Repeat the whole listing below with nothing added or dropped.

*** Opening of Data to process ***

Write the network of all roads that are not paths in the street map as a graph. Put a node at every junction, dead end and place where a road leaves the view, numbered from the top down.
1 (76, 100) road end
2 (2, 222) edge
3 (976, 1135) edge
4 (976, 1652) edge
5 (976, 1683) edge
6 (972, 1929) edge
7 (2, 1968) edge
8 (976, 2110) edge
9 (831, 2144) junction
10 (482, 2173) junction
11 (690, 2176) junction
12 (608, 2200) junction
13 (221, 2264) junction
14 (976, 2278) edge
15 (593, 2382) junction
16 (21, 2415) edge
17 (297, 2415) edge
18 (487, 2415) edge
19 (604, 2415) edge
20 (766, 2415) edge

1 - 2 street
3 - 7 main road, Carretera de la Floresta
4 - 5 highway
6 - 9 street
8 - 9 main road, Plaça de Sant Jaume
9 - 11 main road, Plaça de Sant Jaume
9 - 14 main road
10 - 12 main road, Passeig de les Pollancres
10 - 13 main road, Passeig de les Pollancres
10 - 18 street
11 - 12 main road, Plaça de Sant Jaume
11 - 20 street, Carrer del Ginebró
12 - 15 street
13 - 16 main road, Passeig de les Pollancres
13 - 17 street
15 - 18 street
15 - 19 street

*** Close of Data to process ***

▶ _Expected output_
Write the network of all roads that are not paths in the street map as a graph. Put a node at every junction, dead end and place where a road leaves the view, numbered from the top down.
1 (76, 100) road end
2 (2, 222) edge
3 (976, 1135) edge
4 (976, 1652) edge
5 (976, 1683) edge
6 (972, 1929) edge
7 (2, 1968) edge
8 (976, 2110) edge
9 (831, 2144) junction
10 (482, 2173) junction
11 (690, 2176) junction
12 (608, 2200) junction
13 (221, 2264) junction
14 (976, 2278) edge
15 (593, 2382) junction
16 (21, 2415) edge
17 (297, 2415) edge
18 (487, 2415) edge
19 (604, 2415) edge
20 (766, 2415) edge

1 - 2 street
3 - 7 main road, Carretera de la Floresta
4 - 5 highway
6 - 9 street
8 - 9 main road, Plaça de Sant Jaume
9 - 11 main road, Plaça de Sant Jaume
9 - 14 main road
10 - 12 main road, Passeig de les Pollancres
10 - 13 main road, Passeig de les Pollancres
10 - 18 street
11 - 12 main road, Plaça de Sant Jaume
11 - 20 street, Carrer del Ginebró
12 - 15 street
13 - 16 main road, Passeig de les Pollancres
13 - 17 street
15 - 18 street
15 - 19 street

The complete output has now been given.